**Prompt**
Please find how many lines of the data contain the string "label", and respond with that number only.

**Data for this task**
------------------------------

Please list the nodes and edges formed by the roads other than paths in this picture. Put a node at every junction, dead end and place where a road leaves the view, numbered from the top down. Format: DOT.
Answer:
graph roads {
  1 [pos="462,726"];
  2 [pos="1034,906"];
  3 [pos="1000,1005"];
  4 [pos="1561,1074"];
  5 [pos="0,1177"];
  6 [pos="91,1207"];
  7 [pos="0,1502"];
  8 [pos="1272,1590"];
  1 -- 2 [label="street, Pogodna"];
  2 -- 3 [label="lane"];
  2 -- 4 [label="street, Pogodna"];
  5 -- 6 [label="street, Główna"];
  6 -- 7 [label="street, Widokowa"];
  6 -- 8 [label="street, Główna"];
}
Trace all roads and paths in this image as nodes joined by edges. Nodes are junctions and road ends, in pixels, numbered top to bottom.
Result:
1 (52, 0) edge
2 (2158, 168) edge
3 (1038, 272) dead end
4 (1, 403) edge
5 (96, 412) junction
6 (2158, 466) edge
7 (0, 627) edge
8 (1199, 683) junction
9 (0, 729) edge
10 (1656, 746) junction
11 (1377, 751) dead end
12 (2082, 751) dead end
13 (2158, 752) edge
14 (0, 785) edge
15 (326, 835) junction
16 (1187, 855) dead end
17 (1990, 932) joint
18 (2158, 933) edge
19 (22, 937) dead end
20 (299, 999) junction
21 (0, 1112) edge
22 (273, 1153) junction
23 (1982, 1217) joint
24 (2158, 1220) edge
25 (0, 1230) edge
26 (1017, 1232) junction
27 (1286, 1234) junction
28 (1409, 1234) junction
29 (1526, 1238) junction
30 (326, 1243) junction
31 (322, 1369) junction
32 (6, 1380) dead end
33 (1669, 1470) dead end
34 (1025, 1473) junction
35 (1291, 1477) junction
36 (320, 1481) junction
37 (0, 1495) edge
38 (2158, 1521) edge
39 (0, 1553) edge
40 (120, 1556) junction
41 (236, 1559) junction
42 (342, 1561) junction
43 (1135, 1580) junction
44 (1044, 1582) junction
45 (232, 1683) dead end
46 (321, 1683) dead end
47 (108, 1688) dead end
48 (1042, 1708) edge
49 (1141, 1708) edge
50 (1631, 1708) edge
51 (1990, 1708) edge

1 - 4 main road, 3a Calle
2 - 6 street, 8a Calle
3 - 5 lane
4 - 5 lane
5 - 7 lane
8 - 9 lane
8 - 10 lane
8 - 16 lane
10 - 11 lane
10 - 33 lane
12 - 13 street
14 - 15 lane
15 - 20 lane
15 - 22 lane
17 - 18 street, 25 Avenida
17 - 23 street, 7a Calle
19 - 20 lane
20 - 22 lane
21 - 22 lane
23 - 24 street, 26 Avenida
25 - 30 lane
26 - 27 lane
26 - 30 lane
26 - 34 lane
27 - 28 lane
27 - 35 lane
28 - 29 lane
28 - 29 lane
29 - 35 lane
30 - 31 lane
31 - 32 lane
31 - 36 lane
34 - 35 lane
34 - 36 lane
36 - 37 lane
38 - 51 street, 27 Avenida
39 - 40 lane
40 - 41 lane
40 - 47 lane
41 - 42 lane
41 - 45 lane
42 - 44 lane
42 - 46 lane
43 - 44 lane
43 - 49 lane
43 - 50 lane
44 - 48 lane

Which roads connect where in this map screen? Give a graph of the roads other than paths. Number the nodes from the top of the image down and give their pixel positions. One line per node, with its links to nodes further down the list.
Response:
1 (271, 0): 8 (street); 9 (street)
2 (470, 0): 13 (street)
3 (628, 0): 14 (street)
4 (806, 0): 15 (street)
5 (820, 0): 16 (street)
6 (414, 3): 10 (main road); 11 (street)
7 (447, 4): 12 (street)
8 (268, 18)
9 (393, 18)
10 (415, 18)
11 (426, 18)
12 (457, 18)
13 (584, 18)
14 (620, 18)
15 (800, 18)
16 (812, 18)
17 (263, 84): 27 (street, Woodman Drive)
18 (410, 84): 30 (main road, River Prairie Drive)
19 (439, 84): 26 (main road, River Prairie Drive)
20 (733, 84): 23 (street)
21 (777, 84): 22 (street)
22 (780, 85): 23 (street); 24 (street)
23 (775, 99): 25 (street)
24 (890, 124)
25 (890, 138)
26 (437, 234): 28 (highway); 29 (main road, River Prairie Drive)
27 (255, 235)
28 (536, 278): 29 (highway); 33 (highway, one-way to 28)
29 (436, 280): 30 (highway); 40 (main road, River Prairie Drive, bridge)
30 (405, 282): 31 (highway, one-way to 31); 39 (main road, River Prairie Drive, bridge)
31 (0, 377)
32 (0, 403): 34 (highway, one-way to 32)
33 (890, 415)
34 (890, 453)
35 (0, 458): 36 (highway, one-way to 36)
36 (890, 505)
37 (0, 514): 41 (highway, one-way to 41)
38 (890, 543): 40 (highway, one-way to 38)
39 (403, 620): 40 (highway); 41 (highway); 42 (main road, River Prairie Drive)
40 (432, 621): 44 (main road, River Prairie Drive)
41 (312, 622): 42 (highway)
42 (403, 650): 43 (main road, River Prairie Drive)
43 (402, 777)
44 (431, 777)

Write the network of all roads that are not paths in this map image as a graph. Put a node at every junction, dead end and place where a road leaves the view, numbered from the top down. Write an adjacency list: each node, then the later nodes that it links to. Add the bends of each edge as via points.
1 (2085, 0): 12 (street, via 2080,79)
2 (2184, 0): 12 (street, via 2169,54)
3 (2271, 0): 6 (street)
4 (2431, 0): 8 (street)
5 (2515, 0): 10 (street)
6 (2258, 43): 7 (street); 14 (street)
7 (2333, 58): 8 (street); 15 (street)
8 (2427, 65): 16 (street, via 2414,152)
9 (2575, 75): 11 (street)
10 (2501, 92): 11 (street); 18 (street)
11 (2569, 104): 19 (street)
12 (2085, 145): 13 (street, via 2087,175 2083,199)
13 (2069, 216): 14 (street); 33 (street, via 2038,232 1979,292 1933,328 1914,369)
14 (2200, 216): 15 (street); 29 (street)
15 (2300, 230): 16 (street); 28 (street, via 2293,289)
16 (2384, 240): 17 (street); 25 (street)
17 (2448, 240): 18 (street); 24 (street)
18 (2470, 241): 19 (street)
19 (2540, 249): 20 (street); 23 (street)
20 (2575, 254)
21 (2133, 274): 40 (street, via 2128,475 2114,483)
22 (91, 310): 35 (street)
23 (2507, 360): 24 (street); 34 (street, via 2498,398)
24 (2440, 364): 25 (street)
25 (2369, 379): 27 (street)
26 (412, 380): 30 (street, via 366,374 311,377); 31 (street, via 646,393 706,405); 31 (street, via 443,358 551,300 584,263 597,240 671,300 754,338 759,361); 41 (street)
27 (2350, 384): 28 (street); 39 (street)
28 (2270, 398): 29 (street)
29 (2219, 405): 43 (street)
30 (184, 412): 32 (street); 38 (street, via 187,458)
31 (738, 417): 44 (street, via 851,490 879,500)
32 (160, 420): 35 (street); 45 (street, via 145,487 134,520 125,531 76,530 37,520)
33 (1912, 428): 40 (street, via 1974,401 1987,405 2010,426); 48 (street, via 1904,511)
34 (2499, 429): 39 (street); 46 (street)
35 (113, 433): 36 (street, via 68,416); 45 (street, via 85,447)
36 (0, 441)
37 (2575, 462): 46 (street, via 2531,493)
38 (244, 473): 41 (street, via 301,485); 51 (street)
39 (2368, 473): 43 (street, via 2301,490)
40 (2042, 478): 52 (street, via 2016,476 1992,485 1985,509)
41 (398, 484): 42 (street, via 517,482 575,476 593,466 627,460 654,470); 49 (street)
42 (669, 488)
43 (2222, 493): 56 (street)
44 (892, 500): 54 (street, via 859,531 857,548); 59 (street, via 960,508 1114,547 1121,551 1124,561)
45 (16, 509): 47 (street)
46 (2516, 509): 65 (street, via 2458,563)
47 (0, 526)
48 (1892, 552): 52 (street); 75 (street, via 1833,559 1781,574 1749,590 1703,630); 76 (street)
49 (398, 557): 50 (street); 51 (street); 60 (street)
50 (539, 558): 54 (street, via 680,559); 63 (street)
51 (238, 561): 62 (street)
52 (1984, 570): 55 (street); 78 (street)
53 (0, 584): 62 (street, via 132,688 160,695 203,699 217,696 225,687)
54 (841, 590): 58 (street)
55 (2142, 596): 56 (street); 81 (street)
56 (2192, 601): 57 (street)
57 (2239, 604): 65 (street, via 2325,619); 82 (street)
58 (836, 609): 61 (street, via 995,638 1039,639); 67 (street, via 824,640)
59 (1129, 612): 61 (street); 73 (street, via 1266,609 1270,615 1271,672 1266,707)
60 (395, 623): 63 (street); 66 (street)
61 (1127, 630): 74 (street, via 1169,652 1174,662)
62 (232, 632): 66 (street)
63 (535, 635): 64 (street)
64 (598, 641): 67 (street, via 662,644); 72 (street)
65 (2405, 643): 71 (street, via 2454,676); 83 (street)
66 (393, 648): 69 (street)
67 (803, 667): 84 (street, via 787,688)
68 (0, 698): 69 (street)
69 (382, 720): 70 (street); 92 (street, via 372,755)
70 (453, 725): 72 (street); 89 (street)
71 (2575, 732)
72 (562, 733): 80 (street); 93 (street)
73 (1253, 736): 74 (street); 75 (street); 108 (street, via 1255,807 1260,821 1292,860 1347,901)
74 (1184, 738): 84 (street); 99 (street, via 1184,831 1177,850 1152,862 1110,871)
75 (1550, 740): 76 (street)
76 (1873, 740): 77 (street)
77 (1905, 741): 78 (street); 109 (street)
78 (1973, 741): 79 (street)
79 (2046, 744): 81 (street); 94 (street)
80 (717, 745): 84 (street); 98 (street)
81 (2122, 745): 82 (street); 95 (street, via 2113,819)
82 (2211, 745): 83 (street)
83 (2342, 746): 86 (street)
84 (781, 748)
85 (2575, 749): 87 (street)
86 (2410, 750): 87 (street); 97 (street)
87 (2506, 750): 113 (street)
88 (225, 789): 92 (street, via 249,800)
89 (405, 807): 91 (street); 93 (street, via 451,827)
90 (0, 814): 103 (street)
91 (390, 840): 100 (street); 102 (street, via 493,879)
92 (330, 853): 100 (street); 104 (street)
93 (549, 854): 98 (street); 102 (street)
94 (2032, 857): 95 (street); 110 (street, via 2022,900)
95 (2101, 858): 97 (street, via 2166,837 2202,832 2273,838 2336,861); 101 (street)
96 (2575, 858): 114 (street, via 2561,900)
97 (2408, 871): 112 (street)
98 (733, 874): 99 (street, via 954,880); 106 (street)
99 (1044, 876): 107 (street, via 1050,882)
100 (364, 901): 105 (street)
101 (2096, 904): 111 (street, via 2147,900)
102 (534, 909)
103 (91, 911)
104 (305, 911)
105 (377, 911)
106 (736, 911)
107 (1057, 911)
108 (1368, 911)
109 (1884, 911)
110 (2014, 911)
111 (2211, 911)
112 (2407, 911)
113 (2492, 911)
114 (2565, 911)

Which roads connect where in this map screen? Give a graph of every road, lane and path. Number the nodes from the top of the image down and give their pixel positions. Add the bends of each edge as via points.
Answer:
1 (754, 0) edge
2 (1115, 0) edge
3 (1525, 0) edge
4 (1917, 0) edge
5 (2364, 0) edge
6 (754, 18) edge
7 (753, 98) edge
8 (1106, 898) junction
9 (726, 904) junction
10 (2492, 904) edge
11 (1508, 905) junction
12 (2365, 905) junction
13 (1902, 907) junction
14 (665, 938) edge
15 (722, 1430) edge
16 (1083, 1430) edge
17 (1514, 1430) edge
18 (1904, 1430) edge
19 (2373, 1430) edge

------------------------------

**Final answer**
6